DATASET CONTENT Start Marker

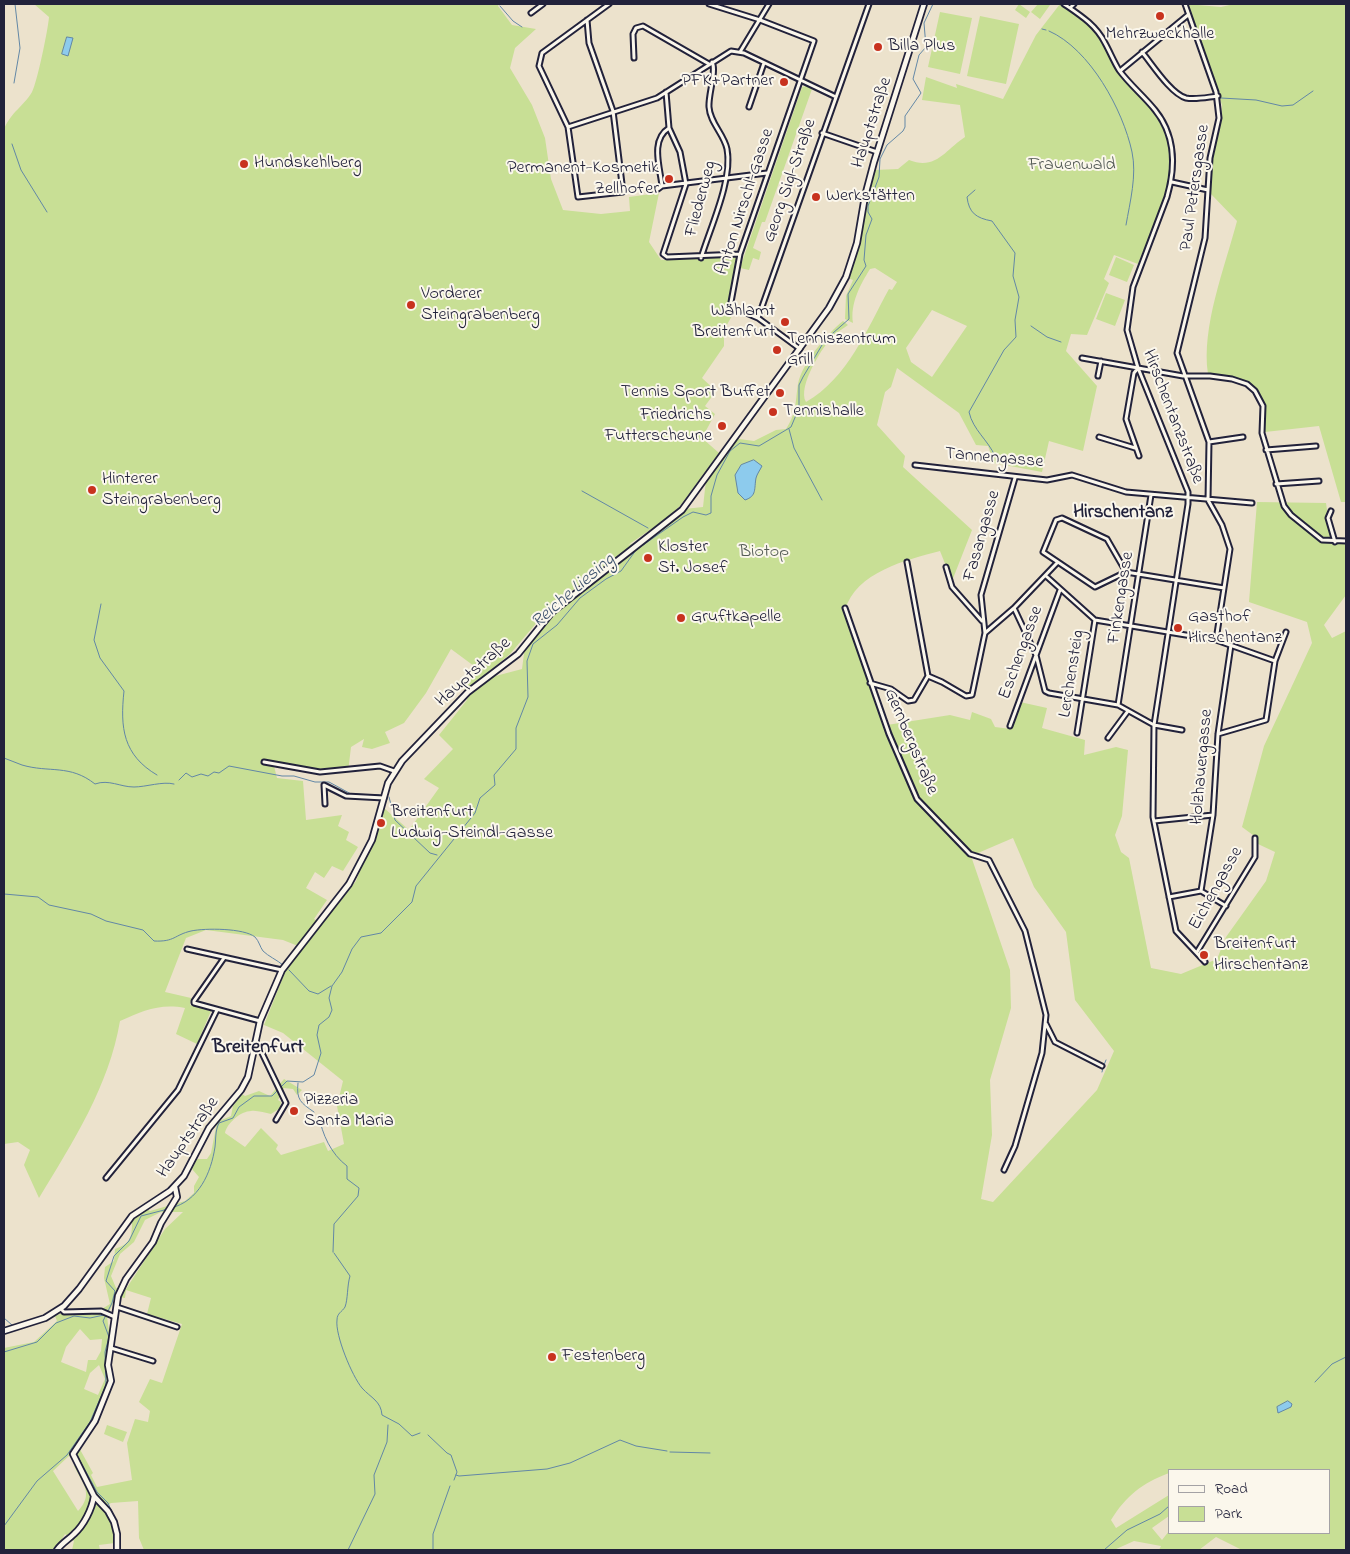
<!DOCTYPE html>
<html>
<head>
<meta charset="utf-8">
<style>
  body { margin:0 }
  #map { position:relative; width:1350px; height:1554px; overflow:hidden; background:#ece2cc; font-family:"Indie Flower",sans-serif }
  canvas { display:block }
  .frame { position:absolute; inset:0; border:5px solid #22223b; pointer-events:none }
  .legend { position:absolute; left:1168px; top:1469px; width:162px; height:65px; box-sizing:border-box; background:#fbf7ec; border:1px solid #a4a2a5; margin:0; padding:6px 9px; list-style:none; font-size:15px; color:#22223b }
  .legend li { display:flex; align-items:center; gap:10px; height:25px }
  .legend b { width:25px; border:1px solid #a4a2a5 }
</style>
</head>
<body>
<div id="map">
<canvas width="1350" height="1554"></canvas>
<div class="frame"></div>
<ul class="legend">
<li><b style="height:6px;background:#fbf7ec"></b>Road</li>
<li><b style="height:14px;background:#c8df95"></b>Park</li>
</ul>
</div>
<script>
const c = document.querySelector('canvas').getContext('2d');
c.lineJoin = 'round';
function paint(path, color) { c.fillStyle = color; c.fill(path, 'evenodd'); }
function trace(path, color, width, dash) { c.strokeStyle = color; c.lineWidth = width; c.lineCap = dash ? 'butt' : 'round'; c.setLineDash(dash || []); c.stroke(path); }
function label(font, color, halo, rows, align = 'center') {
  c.font = font + ' "Indie Flower",sans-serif'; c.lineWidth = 4; c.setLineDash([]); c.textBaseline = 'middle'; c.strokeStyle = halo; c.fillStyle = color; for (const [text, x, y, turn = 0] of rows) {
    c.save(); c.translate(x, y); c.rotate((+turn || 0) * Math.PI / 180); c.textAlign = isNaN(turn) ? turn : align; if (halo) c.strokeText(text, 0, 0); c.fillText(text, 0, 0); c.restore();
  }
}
paint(new Path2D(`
  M34,4H499L498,6L512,25L536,29L515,48L510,68L532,105L545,138L551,179L563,210L601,214L630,211L629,197L659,193L649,242L661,260L738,257L729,299L733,314L724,330V346L702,378L716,391L705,406L715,414L702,438L719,453L680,506L666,519L628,545L644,540L684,509L703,507L706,480L732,438L754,441L776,430L786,429C797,412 795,403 798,384C802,363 827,334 843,321L848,325C844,328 839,331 835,334C823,345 797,387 806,402C848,378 867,329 889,289L892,290L897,282L875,268L870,269C860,285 850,304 853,323L845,319L846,296L853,280L848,278L860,245L867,197L874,170L898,169L909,160C936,171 946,149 965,137L960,105L922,100L926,77L957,88L956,84L1003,99L1036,35L1060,4C1075,14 1090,23 1100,39C1107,48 1109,60 1116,69C1127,86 1145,99 1156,116C1188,164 1157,217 1138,264L1114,255L1104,279L1109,283L1087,335L1071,334L1066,351L1097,386L1083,451L1049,441L1042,472L994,463L988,446L976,445L959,413L897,368L891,387L885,392L877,425L905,456L903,467L972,530L952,581L940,551C906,560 856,572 845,610L887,725L950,715L970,720L972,712L991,719L995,727L1011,729L1020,702L1047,708L1042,728L1085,740L1084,755L1116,747L1128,750L1122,816L1115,835L1121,852L1129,858L1151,968L1181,974L1217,959L1226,937L1266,881L1275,852L1258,844L1257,838L1242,827L1264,746L1312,643L1307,622L1249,602L1257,502L1326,503L1332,544L1346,543V595L1324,625L1332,638L1346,631V1550H1242L1216,1537L1199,1550H1159L1161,1546L1134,1541L1114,1550H144L139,1538L138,1501L111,1503L103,1508L115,1531V1543L99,1545L100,1550H72L74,1541L65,1534L55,1550H4V1348L34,1342L57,1321L55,1316L60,1314L89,1313L92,1315L110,1304L104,1278L105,1267L114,1261L115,1249C132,1243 132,1236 132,1219L139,1212L146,1208L150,1211L185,1201L194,1193V1186L199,1177L192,1169L197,1159H207L211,1153L217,1122L231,1116L233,1106L242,1094L245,1096L259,1091L270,1096L284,1079L302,1090L297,1095L293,1089L284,1088L278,1100L281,1102L280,1108L271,1114C265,1113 257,1110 251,1111C241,1111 227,1123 225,1133L245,1147L261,1128L278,1145L276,1149L281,1155L324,1142L328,1151L344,1144L337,1106L343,1081L283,1033L264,1025L285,972L303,948L283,940L206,930L186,938L165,992L191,998L190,1005L211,1011L197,1044L176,1034L185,1008C160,1003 142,1011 120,1021C109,1086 73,1142 39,1198L24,1165L30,1150L18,1142L4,1144V129C12,111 23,107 32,92C37,83 48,30 49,17ZM932,310L967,326L932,377L911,362L906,348ZM594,574L542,625L525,646L522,669L488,678L466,695L467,700L439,735L453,749L424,779L439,788L409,830L384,808L356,881L322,924L314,919L327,900L306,888L315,872L324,878L332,866L343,871L358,847L346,840L349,832L338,826L342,815L306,820L303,781L277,778L274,766L348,772L351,747L364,739L362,747L372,749L390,743L385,732L404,723L426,693L451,649L474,666L464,685L465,692L510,654L550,607ZM1013,838L1034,887L1066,932L1075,1000L1114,1051L1097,1090L993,1202L981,1199L992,1135L990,1080L1011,1008L1010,970L971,856ZM161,1212H183L165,1229L126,1289L116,1288L111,1276L120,1254L134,1242L145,1220ZM126,1290L151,1298L147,1314L182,1324L162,1383L150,1379L139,1402L150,1411L148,1422L135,1419L127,1443L132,1480L97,1487L91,1475L93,1473L77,1444L97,1413L110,1381L107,1360L109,1332L107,1316L116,1297L125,1298ZM80,1329L90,1340L102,1339L101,1351L96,1360H88L86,1372L61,1362L66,1347ZM99,1365L105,1379L98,1395L84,1389L90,1373ZM71,1454L78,1464L74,1466C83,1484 94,1494 78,1511L53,1471ZM1169,1470H1329V1533L1169,1531L1162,1540L1152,1528L1169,1516V1495L1116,1528L1111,1520C1126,1496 1142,1483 1169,1473Z
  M1019,4L1030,12L1026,18L1015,10Z
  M1038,4L1050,5L1040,19L1031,12Z
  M1186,4L1221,7L1234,4H1346V502H1341L1319,426L1265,432C1267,385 1250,380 1208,374C1201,327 1225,267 1237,221L1210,193L1212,158L1221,119L1222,105Z
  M940,12L972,18L960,74L928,67Z
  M980,16L1019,24L1006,84L967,76Z
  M806,86L812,89L765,222H762L753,248L761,252L759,260L753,258L749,270L740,268L802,87Z
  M1116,257L1134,265L1127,282L1109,275Z
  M1106,293L1125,300L1115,326L1096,319Z
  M107,1425L127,1432L123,1442L104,1434Z`), '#c8df95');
const water = new Path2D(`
  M67,37L73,38L68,56L62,54Z
  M754,460L762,466C760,470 757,474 756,478C754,489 757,496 745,500L738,493L735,475L741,465Z
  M1288,1401L1292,1404L1291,1407L1278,1413L1277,1407Z`);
paint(water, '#8dcbed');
trace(water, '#6287a6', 1);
trace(new Path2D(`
  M500,6L513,21L522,27
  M1042,29L1046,30
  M1049,31C1090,49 1123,110 1132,152C1137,175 1130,202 1126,225
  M14,83L20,48L15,4
  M1221,98L1256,100L1282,106L1293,105L1313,91
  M12,144L21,170L47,212
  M975,190L967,197C969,213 976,218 992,221L1015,253L1013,276L1019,297L1015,320L1016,337L1004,350L969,412C973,430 988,440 995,456
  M1031,326L1047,337L1061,342
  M789,429L794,448L822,500
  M582,491L648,528
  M101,604L94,640L100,658L124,691C120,728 123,755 157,775
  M4,758C10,760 16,763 22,765C49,773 70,764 95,784C109,779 120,787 134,787C146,787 163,781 174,784
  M179,780L186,773L192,777L201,774L208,776L214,772L219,773L229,766L282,776H294L315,782H329L351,794L379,795
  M389,797L395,820L430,853L437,855
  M4,894L38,897L49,905L91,914L106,921L143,930L154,941C175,942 174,935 191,931C205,928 244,928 255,937C259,941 260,947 263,951C268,956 277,960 283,965
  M289,970L309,991L318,994L331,986
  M1104,1065L1106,1060
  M1102,1072L1103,1068
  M298,1083C296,1100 301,1103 314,1112
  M319,1116C322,1134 331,1154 347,1166V1179L359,1188L358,1196L334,1224L333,1252
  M171,1208C199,1201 211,1173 215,1147C216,1139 215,1131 219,1123L233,1118L239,1107L254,1096H272L287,1081L303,1082L314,1075L321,1053L317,1035L319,1025L329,1017L332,1010L329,998L332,986L342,972L352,949L361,937L381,933L412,902L416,886L475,813L480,798L495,785L494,775L516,749V728L528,697L527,661L533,644L557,625L580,598L606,579L621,571L636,550L683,517L693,512L706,515L711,513V496L717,475L730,451L740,443L759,446L791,427L799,408V385L803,377L825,340L849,319L848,294L866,266L864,260L866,235L872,219L868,212V206L879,177L880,159L887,145L903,131L905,127V116L921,93L913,79L919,55L926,47L924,23L933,4
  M334,1253L350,1276C347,1286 348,1299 345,1307C342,1312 337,1313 337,1320C335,1335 352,1376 362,1388C371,1398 381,1401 382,1415L399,1424L412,1436L420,1433
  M4,1318L12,1325
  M4,1352L37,1342L56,1323L74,1316L90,1318L104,1315
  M1315,1382L1332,1364L1346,1357
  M428,1435L447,1453L451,1455L457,1472L454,1480
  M670,1452L710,1453
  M77,1455L97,1492L108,1503L114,1517L120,1534V1550
  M456,1475L459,1476L547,1469L570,1463L620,1440L636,1446L667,1451
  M4,1526L37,1481L67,1455L90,1422L106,1385L105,1352L109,1337L103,1321L112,1303L115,1291L106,1281L114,1256L129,1241L141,1216L168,1209
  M348,1550L375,1494L374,1475L387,1442L388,1425
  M433,1550V1534L450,1486
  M1104,1550L1127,1530L1160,1514L1169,1506`), '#6287a6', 1);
const street = new Path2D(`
  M709,4L760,20L814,41L740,254L731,302L737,309L758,318L800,349
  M1064,4C1080,15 1096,25 1105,43C1110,52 1114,62 1119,70C1130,85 1144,96 1155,110C1176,136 1176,166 1167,197L1133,287L1127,330L1138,368L1188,492V504L1154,725L1153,817L1176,931L1205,962
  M1185,4L1216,92L1219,118L1210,158L1205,238L1177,353L1209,442L1208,500L1222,525L1230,549L1216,640
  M1070,8L1074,4
  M531,13L543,4
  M587,20L589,43L613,111L623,192L578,197L568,127L539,66L542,53L609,4
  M740,52L769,4
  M1142,52C1152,64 1171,94 1186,98C1196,100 1208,97 1218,96
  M634,58L633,34L636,28L643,26L709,64
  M1120,71L1188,15
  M666,92L669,128L680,152L686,184L663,254L667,257L740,254
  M749,107L764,63
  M568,127L657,98L731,51L744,53L834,96
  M822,133L877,152
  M1172,182L1208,190
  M662,186C660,167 650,140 669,128
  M658,189L662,186L767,173
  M701,258C710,228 733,180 727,149C724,134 710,123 709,107C708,95 717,70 712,62
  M758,318L869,4
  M1082,358L1183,376H1210L1232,379L1247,384L1255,391L1263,406L1262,433L1284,506L1291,515L1322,540L1346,541
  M1138,368L1134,373L1126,419L1139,456
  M1098,376L1101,361
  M1099,437L1135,448
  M1209,442L1243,437
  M1266,450L1316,446
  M915,465L1047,480L1072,475L1126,492L1252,503
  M1276,484L1319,481
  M1331,511L1328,518L1335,542
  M907,562L928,676
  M946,567L952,587L982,621
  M1126,572L1095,587L1043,552L1056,520L1062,518L1107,539L1126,572L1224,588
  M1046,576L1095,620L1216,640L1275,661
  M845,608L889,734L917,799L970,854L989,860L1025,931L1046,1015L1042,1053L1015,1146L1004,1170
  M1014,608L1036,655L1045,691L1049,693L1118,705L1154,725L1182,730
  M985,633L981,595L1015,478
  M870,683L891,689L908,701L914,700L928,676L942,682L966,696L972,695L985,633L1014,608L1057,563
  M1118,705L1151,495
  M1010,726L1060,590
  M1077,733L1095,620
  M1218,734L1266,720L1275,661L1286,632
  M1108,738L1128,711
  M264,762L320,772L380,766L394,771
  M325,804L324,785L346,796L384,798
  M1154,821L1213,815
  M1201,891L1213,815L1218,734L1231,645
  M1169,897L1201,891L1226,906
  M187,949L282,970
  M1197,952L1255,857V838
  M224,958L194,1001V1003L260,1021
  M1046,1024L1055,1042L1102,1066
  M256,1047L261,1051L286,1103L276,1120
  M106,1178L178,1090L217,1010
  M117,1307L177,1327
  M61,1309L64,1312L101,1311L115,1317
  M111,1348L153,1361`);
const secondary = new Path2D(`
  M4,1331L45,1318L64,1306L79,1289L132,1216L170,1191L184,1176L209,1128L241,1090L248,1077L260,1021L282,970L349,884L372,840L388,783L402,761L468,692L518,654L552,612L682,510L829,308L846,277L857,243L865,196L874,162L924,4
  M57,1550C62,1543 68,1540 74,1534C84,1525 92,1509 94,1496
  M117,1550V1534L114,1522L108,1511L94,1496L73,1454L95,1421L111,1381L108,1365L118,1296L126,1279L153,1242L161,1223L177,1197L175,1187`);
trace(street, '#22223b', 7);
trace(secondary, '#22223b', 8);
trace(street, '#fbf7ec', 3);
trace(secondary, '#fbf7ec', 4.5);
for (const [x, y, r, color] of [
  [1160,16,5,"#c8321e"],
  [878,47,5,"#c8321e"],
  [784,82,5,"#c8321e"],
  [244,164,5,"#c8321e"],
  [669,179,5,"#c8321e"],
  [816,197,5,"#c8321e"],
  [411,305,5,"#c8321e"],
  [785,322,5,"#c8321e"],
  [777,350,5,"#c8321e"],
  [780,393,5,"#c8321e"],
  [773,412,5,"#c8321e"],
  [722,426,5,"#c8321e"],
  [92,490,5,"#c8321e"],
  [648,558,5,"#c8321e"],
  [681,618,5,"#c8321e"],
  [1178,628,5,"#c8321e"],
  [381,823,5,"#c8321e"],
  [1204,955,5,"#c8321e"],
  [294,1111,5,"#c8321e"],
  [552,1357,5,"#c8321e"]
]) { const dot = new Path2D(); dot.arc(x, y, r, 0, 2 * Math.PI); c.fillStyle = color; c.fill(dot); trace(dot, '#fbf7ec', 2); }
label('18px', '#22223b', '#fbf7ec', [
  ["Mehrzweckhalle",1160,35,"center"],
  ["Billa Plus",888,47],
  ["PFK+Partner",774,82,"right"],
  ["Hundskehlberg",254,164],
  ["Permanent-Kosmetik",659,169,"right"],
  ["Zellhofer",659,190,"right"],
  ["Werkstätten",826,197],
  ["Vorderer",421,295],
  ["Steingrabenberg",421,316],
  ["Wählamt",775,312,"right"],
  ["Breitenfurt",775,333,"right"],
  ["Tenniszentrum",787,340],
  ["Grill",787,361],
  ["Tennis Sport Buffet",770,393,"right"],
  ["Tennishalle",783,412],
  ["Friedrichs",712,416,"right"],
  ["Futterscheune",712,437,"right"],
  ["Hinterer",102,480],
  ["Steingrabenberg",102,501],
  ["Kloster",658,548],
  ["St. Josef",658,569],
  ["Gruftkapelle",691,618],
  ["Gasthof",1188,618],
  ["Hirschentanz",1188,639],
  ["Breitenfurt",391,813],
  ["Ludwig-Steindl-Gasse",391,834],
  ["Breitenfurt",1214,945],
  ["Hirschentanz",1214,966],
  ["Pizzeria",304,1101],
  ["Santa Maria",304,1122],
  ["Festenberg",562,1357]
], 'left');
label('18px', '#22223b', '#fbf7ec', [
  ["Hauptstraße",873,123,-72],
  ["Georg Sigl-Straße",791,181,-71],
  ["Paul Petersgasse",1196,188,-82],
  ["Fliederweg",702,199,-75],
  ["Anton Nirschl-Gasse",746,202,-72],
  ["Hirschentanzstraße",1172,417,69],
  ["Tannengasse",994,459,5],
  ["Fasangasse",983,536,-74],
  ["Finkengasse",1122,598,-81],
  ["Eschengasse",1022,653,-70],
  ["Hauptstraße",474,673,-42],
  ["Lerchensteig",1073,674,-81],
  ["Gernbergstraße",910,742,67],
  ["Holzhauergasse",1203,767,-85],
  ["Eichengasse",1217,889,-61],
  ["Hauptstraße",189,1138,-55]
]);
label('18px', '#545b56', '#fbf7ec', [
  ["Frauenwald",1072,166],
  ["Biotop",764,553]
]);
label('bold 19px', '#22223b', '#fbf7ec', [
  ["Hirschentanz",1123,514]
]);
label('italic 19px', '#425570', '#fbf7ec', [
  ["Reiche Liesing",574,592,-41]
]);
label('bold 20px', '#22223b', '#fbf7ec', [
  ["Breitenfurt",258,1049]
]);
</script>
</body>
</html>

DATASET CONTENT End Marker

Counting the lines of the material that hold the string "align", state the total and nothing besides.

**RESPONSE:**
3